**Problem:**
Examine the entries below, count the lines holding the string "where", and respond with the number only.

====================

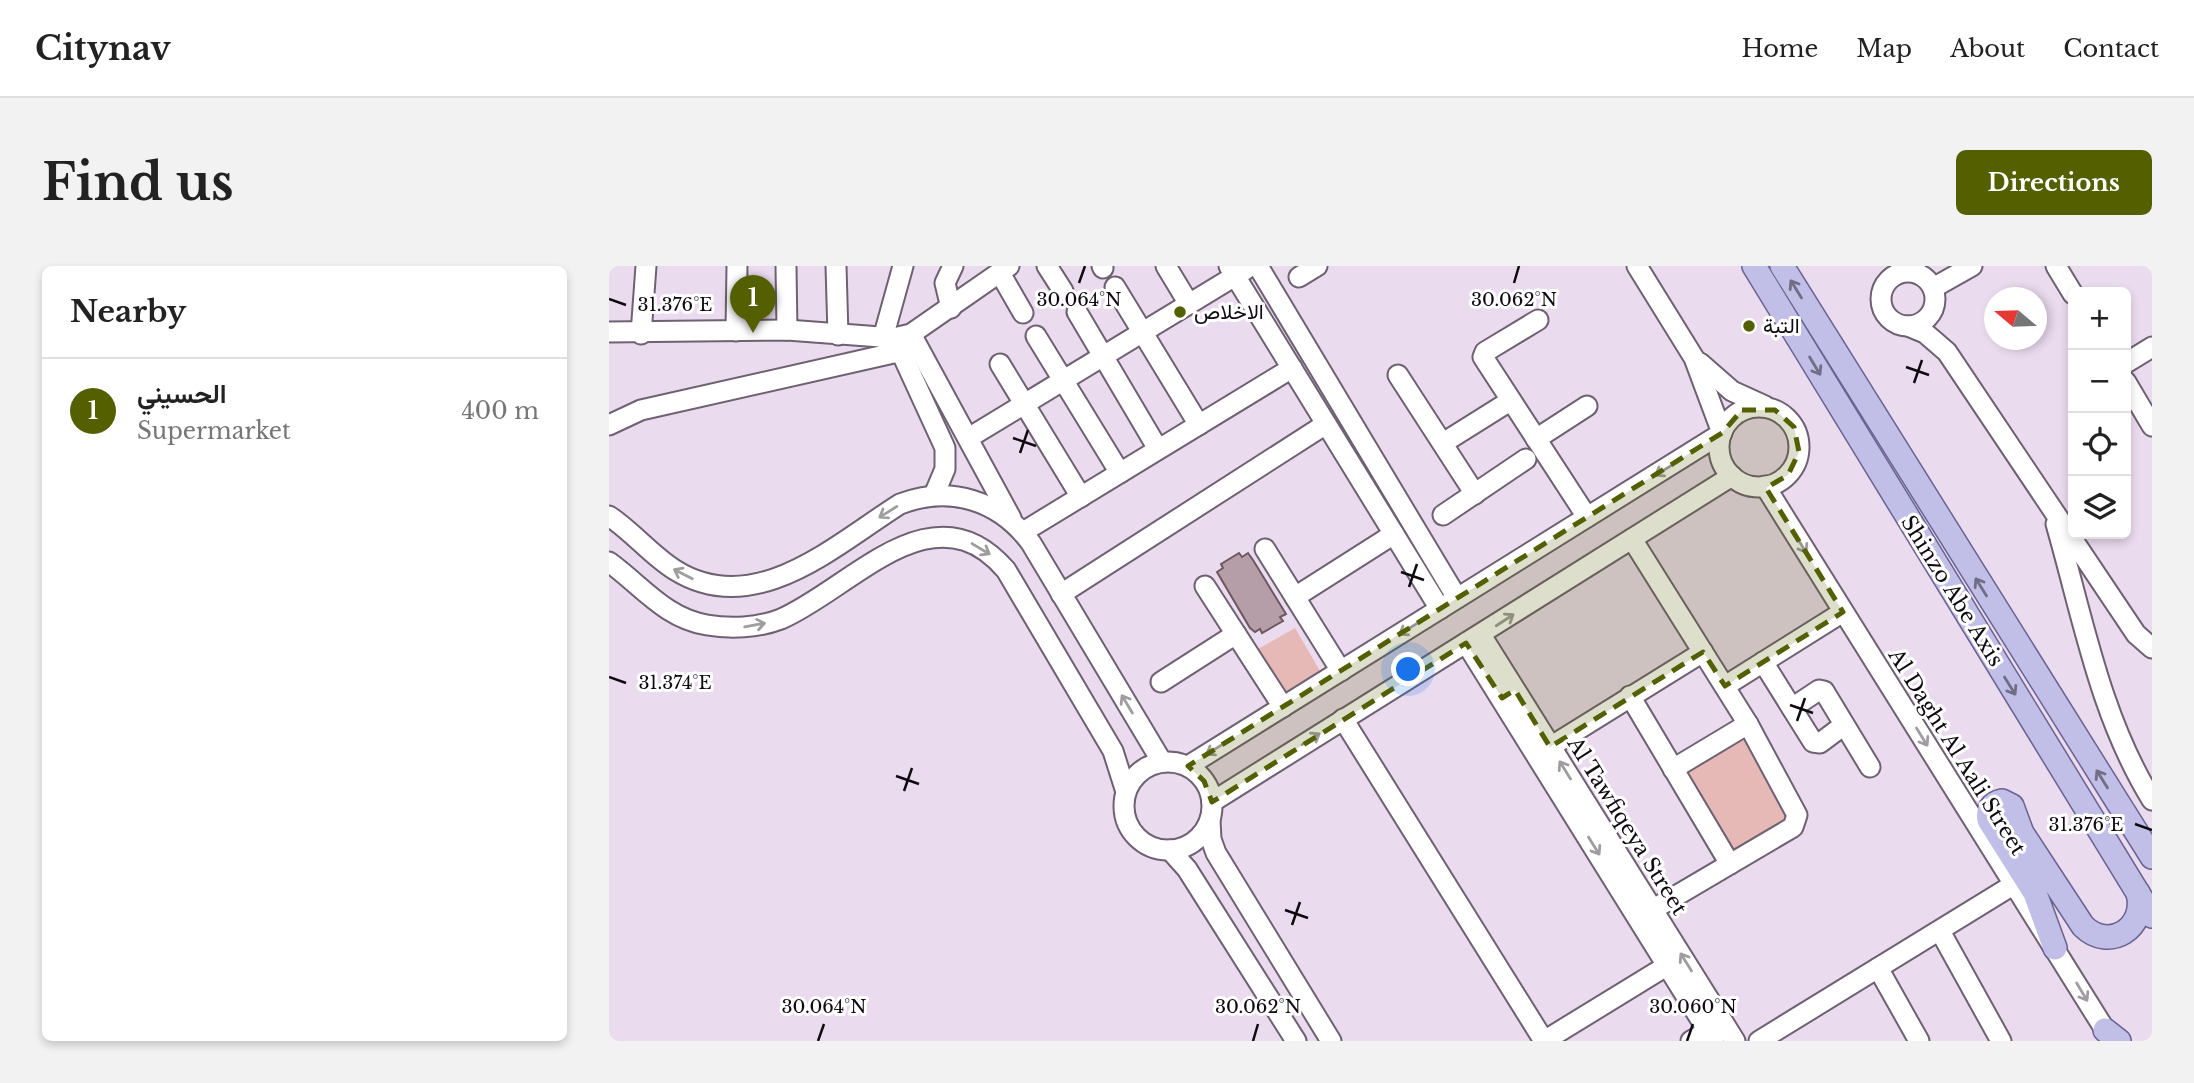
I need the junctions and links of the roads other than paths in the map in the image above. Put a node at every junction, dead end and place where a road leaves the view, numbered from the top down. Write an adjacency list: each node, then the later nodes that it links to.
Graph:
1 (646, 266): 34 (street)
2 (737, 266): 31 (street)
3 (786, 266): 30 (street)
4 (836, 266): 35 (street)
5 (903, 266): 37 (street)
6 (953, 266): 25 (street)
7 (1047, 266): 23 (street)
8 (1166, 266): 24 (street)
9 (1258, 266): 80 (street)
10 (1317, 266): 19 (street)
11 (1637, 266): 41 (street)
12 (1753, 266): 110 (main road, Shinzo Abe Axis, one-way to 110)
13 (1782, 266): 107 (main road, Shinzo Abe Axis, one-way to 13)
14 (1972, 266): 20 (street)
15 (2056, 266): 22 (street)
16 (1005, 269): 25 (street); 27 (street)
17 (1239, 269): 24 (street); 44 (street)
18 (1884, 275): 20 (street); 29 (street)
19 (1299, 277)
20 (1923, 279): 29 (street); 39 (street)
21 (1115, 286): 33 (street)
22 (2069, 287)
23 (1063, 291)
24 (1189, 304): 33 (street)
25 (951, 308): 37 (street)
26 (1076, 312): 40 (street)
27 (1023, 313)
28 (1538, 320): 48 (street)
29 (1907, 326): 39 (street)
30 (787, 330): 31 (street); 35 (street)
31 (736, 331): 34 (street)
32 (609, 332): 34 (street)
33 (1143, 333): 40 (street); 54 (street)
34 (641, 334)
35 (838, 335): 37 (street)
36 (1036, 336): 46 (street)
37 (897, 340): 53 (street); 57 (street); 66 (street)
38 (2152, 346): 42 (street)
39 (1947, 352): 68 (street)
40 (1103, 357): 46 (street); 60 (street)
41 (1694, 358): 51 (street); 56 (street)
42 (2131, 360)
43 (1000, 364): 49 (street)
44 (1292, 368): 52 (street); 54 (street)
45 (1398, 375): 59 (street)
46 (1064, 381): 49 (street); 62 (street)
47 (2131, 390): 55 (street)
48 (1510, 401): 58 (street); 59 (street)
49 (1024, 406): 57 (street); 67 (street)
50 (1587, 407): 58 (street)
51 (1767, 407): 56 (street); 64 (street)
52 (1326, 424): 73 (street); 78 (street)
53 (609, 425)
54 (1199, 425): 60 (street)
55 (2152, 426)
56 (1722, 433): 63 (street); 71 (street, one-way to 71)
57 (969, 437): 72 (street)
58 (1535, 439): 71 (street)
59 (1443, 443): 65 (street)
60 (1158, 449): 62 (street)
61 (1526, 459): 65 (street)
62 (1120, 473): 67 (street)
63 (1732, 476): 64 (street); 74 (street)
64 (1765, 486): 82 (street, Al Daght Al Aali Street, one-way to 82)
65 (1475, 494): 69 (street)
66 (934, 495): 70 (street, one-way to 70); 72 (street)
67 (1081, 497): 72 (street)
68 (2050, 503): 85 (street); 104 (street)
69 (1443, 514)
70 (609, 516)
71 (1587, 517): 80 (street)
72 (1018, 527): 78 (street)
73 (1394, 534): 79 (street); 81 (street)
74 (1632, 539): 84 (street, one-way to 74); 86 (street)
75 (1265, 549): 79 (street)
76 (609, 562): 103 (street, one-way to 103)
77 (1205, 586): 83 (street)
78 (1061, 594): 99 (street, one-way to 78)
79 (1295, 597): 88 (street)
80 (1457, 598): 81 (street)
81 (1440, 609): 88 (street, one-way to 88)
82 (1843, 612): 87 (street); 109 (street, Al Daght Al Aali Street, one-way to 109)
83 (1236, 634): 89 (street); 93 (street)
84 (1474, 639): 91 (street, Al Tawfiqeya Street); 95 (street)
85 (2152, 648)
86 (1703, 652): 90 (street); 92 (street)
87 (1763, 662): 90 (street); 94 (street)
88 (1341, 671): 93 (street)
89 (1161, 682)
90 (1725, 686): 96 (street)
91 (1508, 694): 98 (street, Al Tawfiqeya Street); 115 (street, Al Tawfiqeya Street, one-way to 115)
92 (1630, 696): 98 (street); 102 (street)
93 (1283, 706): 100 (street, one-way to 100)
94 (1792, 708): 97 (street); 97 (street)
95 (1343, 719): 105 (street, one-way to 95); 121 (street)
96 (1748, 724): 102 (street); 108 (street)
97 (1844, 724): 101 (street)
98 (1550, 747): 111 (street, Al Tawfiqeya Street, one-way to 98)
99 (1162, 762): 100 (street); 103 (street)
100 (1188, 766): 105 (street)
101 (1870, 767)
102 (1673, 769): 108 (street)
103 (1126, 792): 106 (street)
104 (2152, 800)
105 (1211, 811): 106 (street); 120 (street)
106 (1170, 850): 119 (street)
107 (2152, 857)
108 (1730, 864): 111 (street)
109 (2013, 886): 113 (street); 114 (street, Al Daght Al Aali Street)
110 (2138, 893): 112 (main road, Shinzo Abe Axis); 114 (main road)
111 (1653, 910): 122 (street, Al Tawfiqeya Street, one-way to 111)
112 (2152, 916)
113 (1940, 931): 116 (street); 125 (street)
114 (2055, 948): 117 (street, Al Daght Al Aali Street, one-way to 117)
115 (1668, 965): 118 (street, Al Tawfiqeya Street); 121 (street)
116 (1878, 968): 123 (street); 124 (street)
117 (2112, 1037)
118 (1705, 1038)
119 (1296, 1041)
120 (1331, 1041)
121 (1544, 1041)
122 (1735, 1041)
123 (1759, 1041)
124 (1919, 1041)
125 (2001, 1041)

====================

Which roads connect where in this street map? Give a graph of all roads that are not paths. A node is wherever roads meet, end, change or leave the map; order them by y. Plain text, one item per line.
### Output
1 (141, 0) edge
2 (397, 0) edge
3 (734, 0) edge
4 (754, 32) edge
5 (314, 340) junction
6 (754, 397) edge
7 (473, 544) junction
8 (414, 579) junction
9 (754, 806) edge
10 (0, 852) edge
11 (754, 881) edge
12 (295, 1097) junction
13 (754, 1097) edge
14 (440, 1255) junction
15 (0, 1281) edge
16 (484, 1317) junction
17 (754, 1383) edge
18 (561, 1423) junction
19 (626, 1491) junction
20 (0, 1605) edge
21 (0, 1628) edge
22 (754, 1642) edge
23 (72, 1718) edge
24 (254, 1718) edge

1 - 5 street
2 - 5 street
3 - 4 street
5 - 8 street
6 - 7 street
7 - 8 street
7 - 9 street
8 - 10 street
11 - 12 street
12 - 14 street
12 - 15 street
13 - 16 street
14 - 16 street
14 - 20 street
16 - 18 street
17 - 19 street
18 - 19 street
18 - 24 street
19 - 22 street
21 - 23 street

====================

**Answer below:**
2